Decision text on elements of the 2015 agreement should include: 

  • Long term global goals of phasing out all fossil fuel emissions and to phase in a 100% renewable energy future with sustainable energy access for all, as early as possible, but not later than 2050.
  • A collective commitment to shift public support (finance and policy) away from fossil fuels towards climate resilience and universal and fair access to sustainable energy.
  • Establishment of global goals for public finance.
  • An agreement to consider and establish/deploy new instruments and channels to mobilise additional international climate finance from new sources.
  • An agreement to adopt a robust and honest Measuring, Reporting and Verification (MRV) system for climate finance.
  • A decision to have an ambitious global adaptation goal within the 2015 agreement. The COP should also encourage and promote national adaptation planning and action in developing countries.
  • COP should adopt a strong 2-year work plan for the Loss and Damage mechanism.
  • A decision to establish a Capacity Building coordinating Body (CBCB) at COP-21 in Paris.
  • An enhanced role for civil society within all mechanisms established under the convention and in the agreements’ implementation and enforcement.
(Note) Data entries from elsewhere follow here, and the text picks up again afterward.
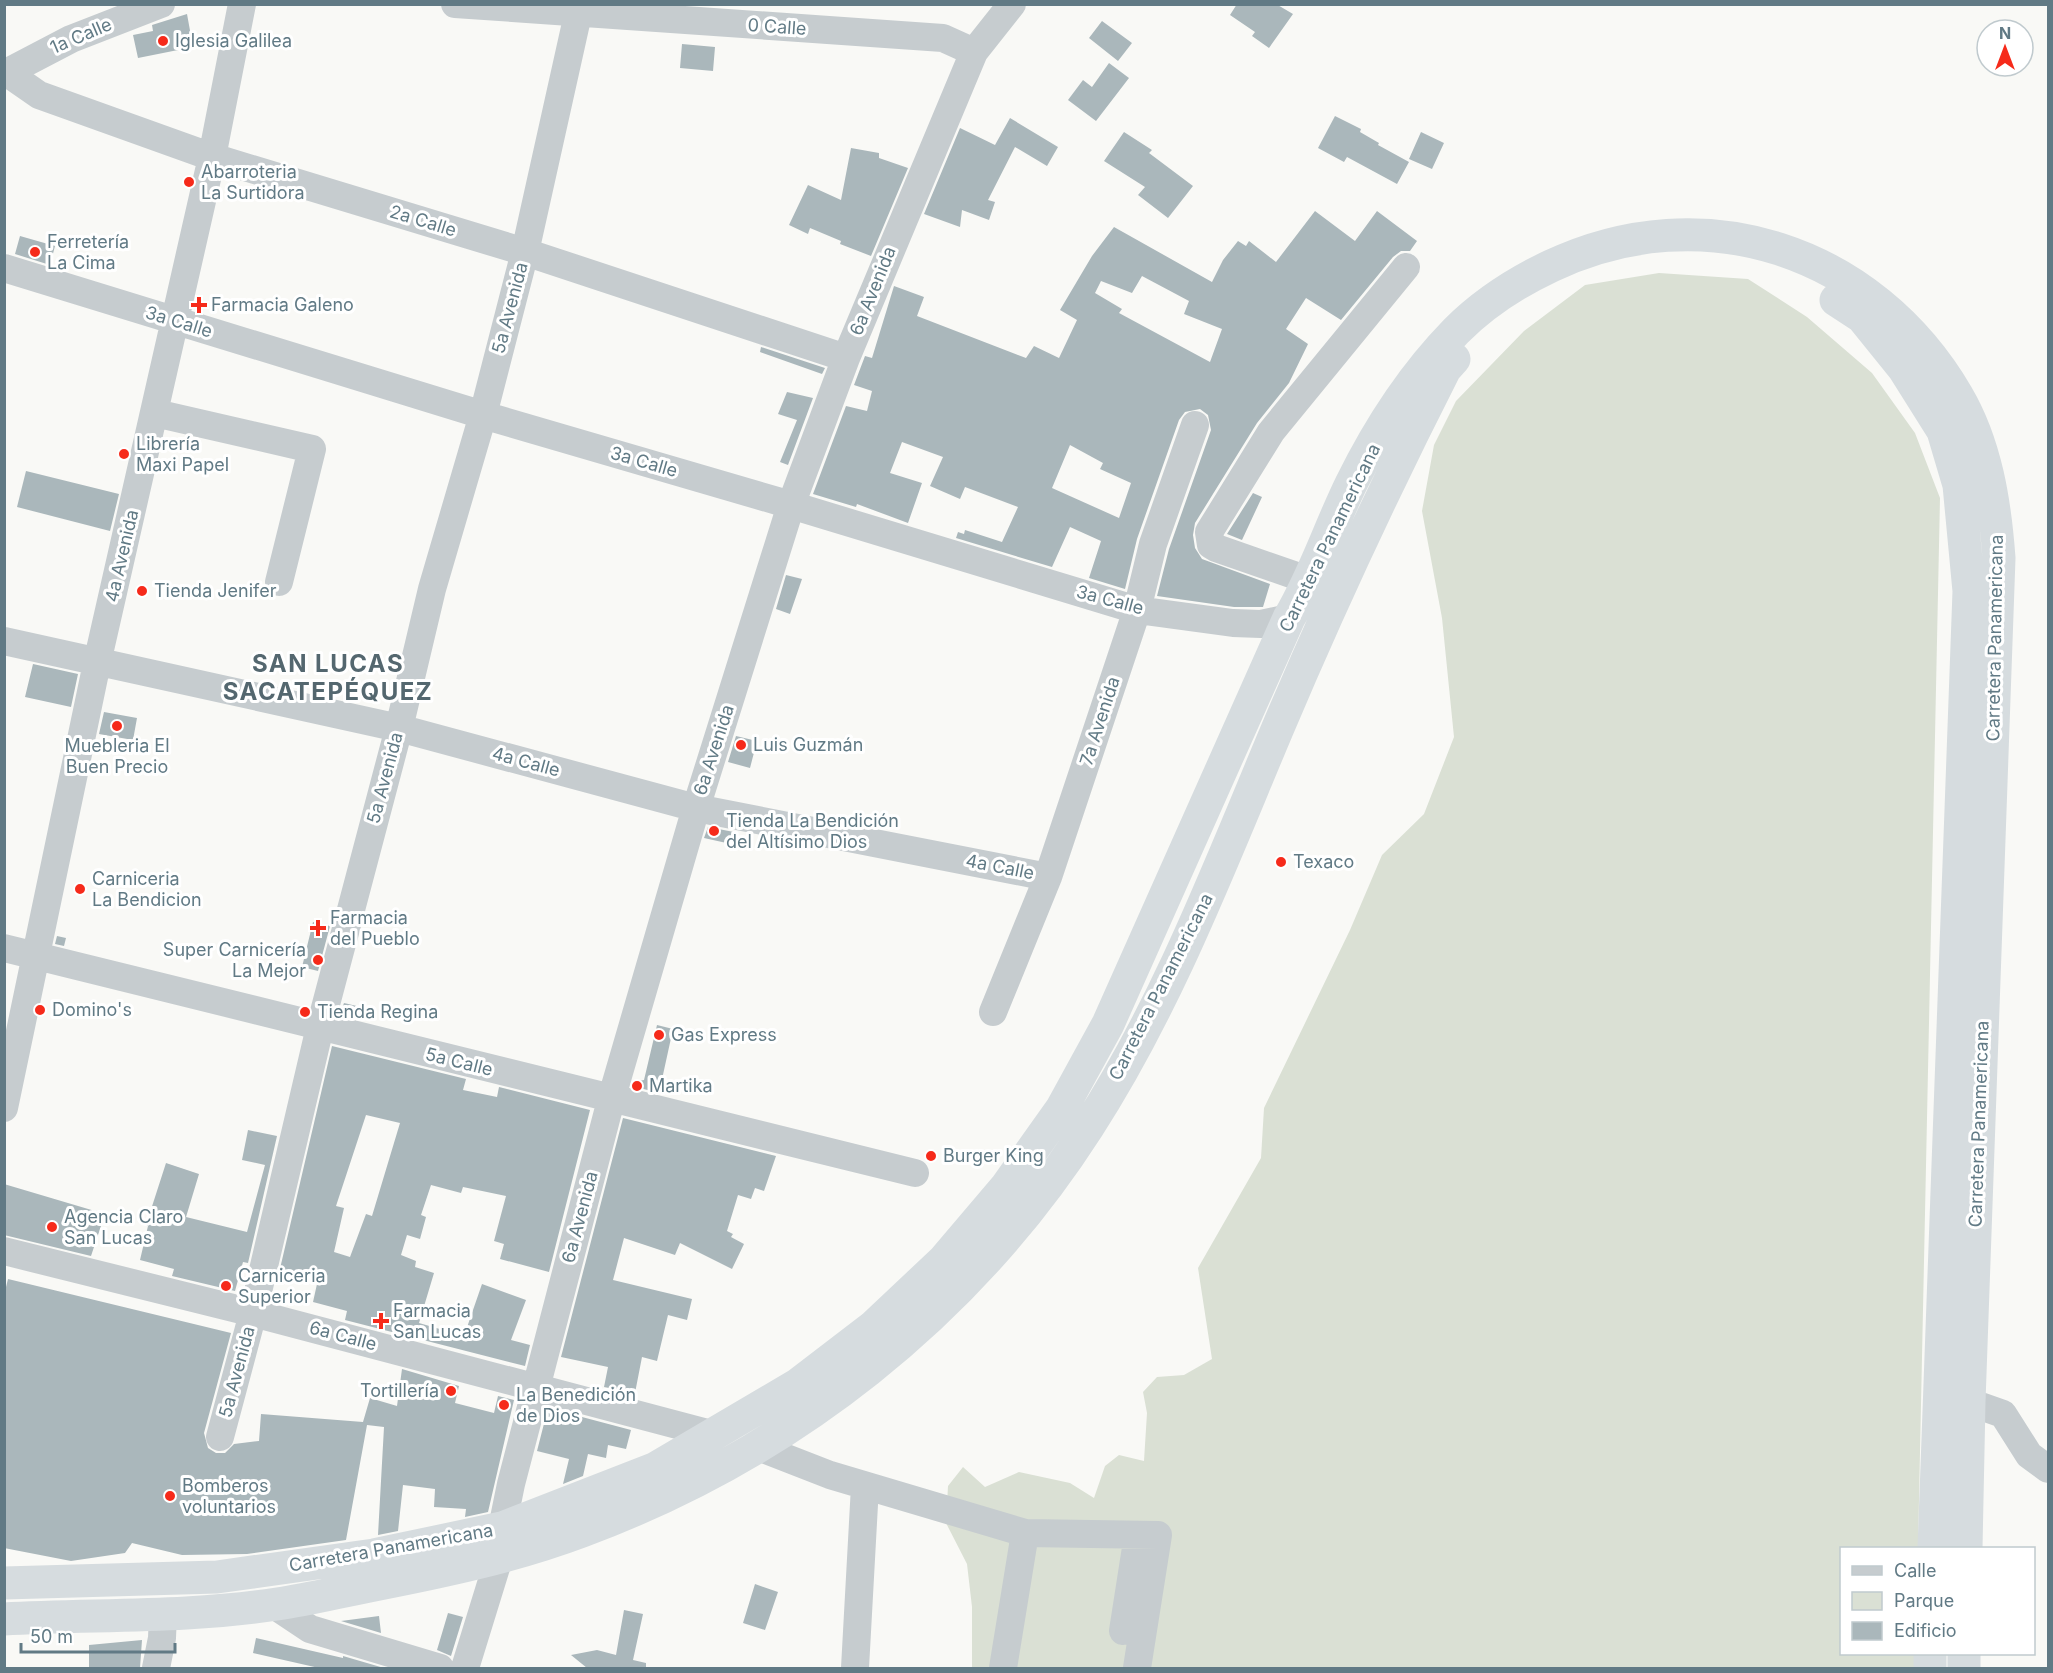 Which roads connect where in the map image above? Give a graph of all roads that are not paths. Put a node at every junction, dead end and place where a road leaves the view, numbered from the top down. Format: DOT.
graph roads {
  1 [pos="161,4"];
  2 [pos="242,4"];
  3 [pos="455,4"];
  4 [pos="1012,4"];
  5 [pos="578,14"];
  6 [pos="974,52"];
  7 [pos="5,73"];
  8 [pos="212,157"];
  9 [pos="525,252"];
  10 [pos="1406,267"];
  11 [pos="4,268"];
  12 [pos="177,322"];
  13 [pos="846,358"];
  14 [pos="155,413"];
  15 [pos="483,415"];
  16 [pos="1195,425"];
  17 [pos="792,505"];
  18 [pos="1311,581"];
  19 [pos="279,582"];
  20 [pos="1137,610"];
  21 [pos="1289,618"];
  22 [pos="4,641"];
  23 [pos="97,663"];
  24 [pos="399,728"];
  25 [pos="696,808"];
  26 [pos="1048,877"];
  27 [pos="4,948"];
  28 [pos="36,956"];
  29 [pos="993,1012"];
  30 [pos="320,1027"];
  31 [pos="611,1100"];
  32 [pos="4,1108"];
  33 [pos="915,1173"];
  34 [pos="4,1251"];
  35 [pos="253,1313"];
  36 [pos="536,1386"];
  37 [pos="1969,1402"];
  38 [pos="715,1435"];
  39 [pos="220,1437"];
  40 [pos="758,1447"];
  41 [pos="2049,1469"];
  42 [pos="865,1486"];
  43 [pos="1025,1533"];
  44 [pos="1137,1535"];
  45 [pos="500,1543"];
  46 [pos="1934,1547"];
  47 [pos="1966,1547"];
  48 [pos="4,1583"];
  49 [pos="274,1605"];
  50 [pos="163,1613"];
  51 [pos="4,1619"];
  52 [pos="156,1668"];
  53 [pos="440,1668"];
  54 [pos="465,1668"];
  55 [pos="855,1668"];
  56 [pos="1003,1668"];
  57 [pos="1118,1668"];
  58 [pos="1137,1668"];
  1 -- 7 [label="street, 1a Calle"];
  2 -- 8 [label="street, 4a Avenida"];
  3 -- 5 [label="street"];
  4 -- 6 [label="street, 6a Avenida"];
  5 -- 6 [label="street, 0 Calle"];
  5 -- 9 [label="street, 5a Avenida"];
  6 -- 13 [label="street, 6a Avenida"];
  7 -- 8 [label="street, 2a Calle"];
  8 -- 9 [label="street, 2a Calle"];
  8 -- 12 [label="street, 4a Avenida"];
  9 -- 13 [label="street, 2a Calle"];
  9 -- 15 [label="street, 5a Avenida"];
  10 -- 18 [label="street"];
  11 -- 12 [label="street, 3a Calle"];
  12 -- 14 [label="street, 4a Avenida"];
  12 -- 15 [label="street, 3a Calle"];
  13 -- 17 [label="street, 6a Avenida"];
  14 -- 19 [label="street"];
  14 -- 23 [label="street, 4a Avenida"];
  15 -- 17 [label="street, 3a Calle"];
  15 -- 24 [label="street, 5a Avenida"];
  16 -- 20 [label="street, 7a Avenida"];
  17 -- 20 [label="street, 3a Calle"];
  17 -- 25 [label="street, 6a Avenida"];
  18 -- 21 [label="highway, Carretera Panamericana"];
  18 -- 37 [label="highway, Carretera Panamericana"];
  20 -- 21 [label="street, 3a Calle"];
  20 -- 26 [label="street, 7a Avenida"];
  21 -- 38 [label="highway, Carretera Panamericana"];
  22 -- 23 [label="street, 4a Calle"];
  23 -- 24 [label="street, 4a Calle"];
  23 -- 28 [label="street, 4a Avenida"];
  24 -- 25 [label="street, 4a Calle"];
  24 -- 30 [label="street, 5a Avenida"];
  25 -- 26 [label="street, 4a Calle"];
  25 -- 31 [label="street, 6a Avenida"];
  26 -- 29 [label="street, 7a Avenida"];
  27 -- 28 [label="street, 5a Calle"];
  28 -- 30 [label="street, 5a Calle"];
  28 -- 32 [label="street, 4a Avenida"];
  30 -- 31 [label="street, 5a Calle"];
  30 -- 35 [label="street, 5a Avenida"];
  31 -- 33 [label="street, 5a Calle"];
  31 -- 36 [label="street, 6a Avenida"];
  34 -- 35 [label="street, 6a Calle"];
  35 -- 36 [label="street, 6a Calle"];
  35 -- 39 [label="street, 5a Avenida"];
  36 -- 38 [label="street, 6a Calle"];
  36 -- 45 [label="street, 6a Avenida"];
  37 -- 41 [label="street"];
  37 -- 47 [label="highway, Carretera Panamericana"];
  38 -- 45 [label="highway, Carretera Panamericana"];
  40 -- 42 [label="street"];
  40 -- 45 [label="highway, Carretera Panamericana"];
  40 -- 46 [label="highway, Carretera Panamericana"];
  42 -- 43 [label="street"];
  42 -- 55 [label="street"];
  43 -- 44 [label="street"];
  43 -- 56 [label="street"];
  44 -- 57 [label="street"];
  44 -- 58 [label="street"];
  45 -- 48 [label="highway, Carretera Panamericana"];
  45 -- 49 [label="highway, Carretera Panamericana"];
  45 -- 54 [label="street, 6a Avenida"];
  49 -- 50 [label="highway, Carretera Panamericana"];
  49 -- 53 [label="street"];
  50 -- 51 [label="highway, Carretera Panamericana"];
  50 -- 52 [label="street"];
}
Local civil society and other stakeholders should be able to participate actively in compliance and MRV processes within the new agreement.
  • Technology – The COP should recommend to the Advisory Board of the Climate Technology Centre and Network, to take into account the following activities: Providing advice, support and capacity building to developing country, conducting assessments of new and emerging technologies.